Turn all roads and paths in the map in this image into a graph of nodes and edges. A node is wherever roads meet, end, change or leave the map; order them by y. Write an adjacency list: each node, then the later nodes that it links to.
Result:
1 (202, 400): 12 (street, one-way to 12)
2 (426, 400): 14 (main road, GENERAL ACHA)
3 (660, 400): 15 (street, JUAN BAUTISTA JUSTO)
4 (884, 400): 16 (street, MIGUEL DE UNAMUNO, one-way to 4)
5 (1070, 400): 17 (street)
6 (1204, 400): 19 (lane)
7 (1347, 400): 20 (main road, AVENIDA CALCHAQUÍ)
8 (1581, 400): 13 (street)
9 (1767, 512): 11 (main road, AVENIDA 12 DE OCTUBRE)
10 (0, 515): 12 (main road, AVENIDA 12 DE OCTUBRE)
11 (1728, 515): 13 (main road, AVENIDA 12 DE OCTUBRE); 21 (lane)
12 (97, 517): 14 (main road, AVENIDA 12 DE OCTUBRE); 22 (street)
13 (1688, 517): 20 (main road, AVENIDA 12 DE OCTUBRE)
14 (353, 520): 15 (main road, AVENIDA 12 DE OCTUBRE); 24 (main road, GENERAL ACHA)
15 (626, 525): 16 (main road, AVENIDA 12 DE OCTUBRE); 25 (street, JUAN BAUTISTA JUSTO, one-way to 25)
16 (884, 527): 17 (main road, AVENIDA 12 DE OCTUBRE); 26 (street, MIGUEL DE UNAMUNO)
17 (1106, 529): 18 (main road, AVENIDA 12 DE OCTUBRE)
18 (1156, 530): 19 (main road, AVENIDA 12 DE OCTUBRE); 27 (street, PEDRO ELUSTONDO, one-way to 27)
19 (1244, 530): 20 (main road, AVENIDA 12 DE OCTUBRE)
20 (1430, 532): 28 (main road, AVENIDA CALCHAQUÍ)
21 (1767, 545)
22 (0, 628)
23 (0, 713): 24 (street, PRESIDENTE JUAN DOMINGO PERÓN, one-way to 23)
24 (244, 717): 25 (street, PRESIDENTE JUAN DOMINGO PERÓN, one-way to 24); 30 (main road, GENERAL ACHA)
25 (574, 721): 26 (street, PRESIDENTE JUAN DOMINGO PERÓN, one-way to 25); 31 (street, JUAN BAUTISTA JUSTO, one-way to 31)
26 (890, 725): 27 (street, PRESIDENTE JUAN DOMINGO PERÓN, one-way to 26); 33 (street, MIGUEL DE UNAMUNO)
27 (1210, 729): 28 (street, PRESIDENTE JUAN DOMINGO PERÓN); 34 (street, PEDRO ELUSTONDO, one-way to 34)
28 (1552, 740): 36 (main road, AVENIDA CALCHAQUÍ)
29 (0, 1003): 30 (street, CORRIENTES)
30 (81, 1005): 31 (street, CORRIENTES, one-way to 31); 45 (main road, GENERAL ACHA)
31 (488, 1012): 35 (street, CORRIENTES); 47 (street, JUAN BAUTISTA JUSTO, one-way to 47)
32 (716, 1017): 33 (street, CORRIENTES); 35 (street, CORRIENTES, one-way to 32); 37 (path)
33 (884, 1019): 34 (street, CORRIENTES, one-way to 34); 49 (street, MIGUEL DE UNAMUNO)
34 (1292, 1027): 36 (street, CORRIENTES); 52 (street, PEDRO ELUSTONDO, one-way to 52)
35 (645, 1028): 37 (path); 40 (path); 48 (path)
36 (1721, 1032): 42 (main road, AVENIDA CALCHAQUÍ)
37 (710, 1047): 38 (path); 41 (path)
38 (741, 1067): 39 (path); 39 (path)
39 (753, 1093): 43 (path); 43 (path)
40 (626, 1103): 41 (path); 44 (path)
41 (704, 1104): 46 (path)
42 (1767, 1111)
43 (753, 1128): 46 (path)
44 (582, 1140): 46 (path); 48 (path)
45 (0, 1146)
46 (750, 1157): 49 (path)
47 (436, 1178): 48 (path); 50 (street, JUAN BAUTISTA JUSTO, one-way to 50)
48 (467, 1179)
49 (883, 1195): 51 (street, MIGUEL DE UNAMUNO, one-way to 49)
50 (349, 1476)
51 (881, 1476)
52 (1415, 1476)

□ □ □

» **ASSIGNMENT**
In the listing above, find each line with the word "PRESIDENTE" and copy it.

» **EXERCISE OUTPUT**
23 (0, 713): 24 (street, PRESIDENTE JUAN DOMINGO PERÓN, one-way to 23)
24 (244, 717): 25 (street, PRESIDENTE JUAN DOMINGO PERÓN, one-way to 24); 30 (main road, GENERAL ACHA)
25 (574, 721): 26 (street, PRESIDENTE JUAN DOMINGO PERÓN, one-way to 25); 31 (street, JUAN BAUTISTA JUSTO, one-way to 31)
26 (890, 725): 27 (street, PRESIDENTE JUAN DOMINGO PERÓN, one-way to 26); 33 (street, MIGUEL DE UNAMUNO)
27 (1210, 729): 28 (street, PRESIDENTE JUAN DOMINGO PERÓN); 34 (street, PEDRO ELUSTONDO, one-way to 34)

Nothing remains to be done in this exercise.